Ну, коли уж мы завели речь об Овсянико-Куликовском и о смешной претензии видеть историю общества в истории литературы, то давайте эту концепцию опровергать.
Тут союзник у нас будет мощный: даже не Шкловский (мощи которого я отнюдь не желаю приуменьшить), а новейший и действительно громадный авторитет: Юрий Михайлович Лотман.
У него есть работа, называющаяся "Спецкурс по "Евгению Онегину". Это поразительное чтение. Пушкин становится как-то по-новому понятен. Скажу больше: Пушкин, в сущности, один из самых непонятных русских авторов. Это давно замечено, и не мной. Простота и общедоступность Пушкина - мнимые.

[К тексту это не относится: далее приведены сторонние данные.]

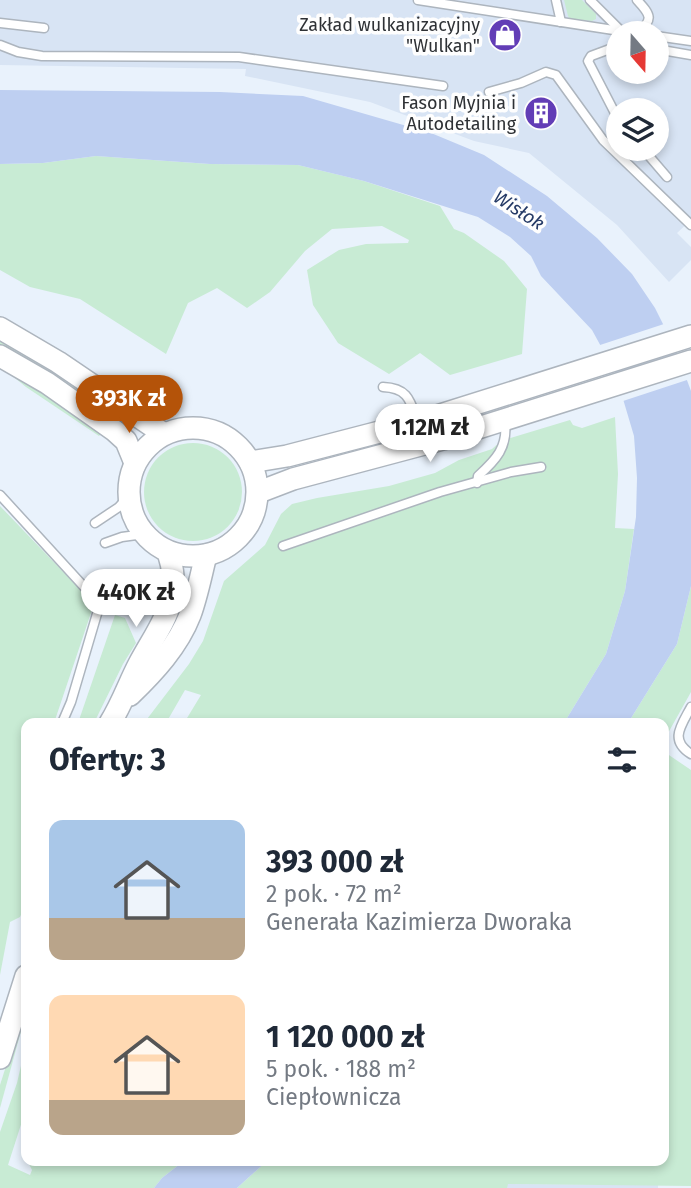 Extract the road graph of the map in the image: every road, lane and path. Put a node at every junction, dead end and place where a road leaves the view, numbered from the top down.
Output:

Где я сам споткнулся на Пушкине? Это представляет внеличностный интерес. Мне всегда казалось, что Пушкин - не русский писатель. То есть я, конечно, знал, что по этому поводу писалось: и "Пиковая дама" - источник Достоевского, и Татьяна русская душою породила всех чистых девушек отечественной классики, и прочее в том же роде. Заковыка очень ощутимая случилась с "Капитанской дочкой". Естественно, я читал эссей Цветаевой, да и сам понимал, что Пугачев у Пушкина - обаятельный герой. Но в этом и была заковыка. Из "Капитанской дочки" никак нельзя было вывести пресловутое народничество русской литературы. Обаятельный герой - да; но при этом - злодей. Тут не пахло ни Платоном Каратаевым, ни тем более мужиком Мареем. И Некрасов весь летел с его "Размышлениями у парадного подъезда". Народ нельзя жалеть - вот что смутно понималось. Никакой каритативной любви он вызывать не должен. Вызывать он должен - ужас. Но ведь великая русская литература учила нас другому. Эрго: Пушкин - не русский.
В стилистических истоках его прозы - французы. Больше всего ощущается Мериме, великий писатель. Это что касается стиля. Но ведь есть еще, как говорил Константин Леонтьев, "веяние".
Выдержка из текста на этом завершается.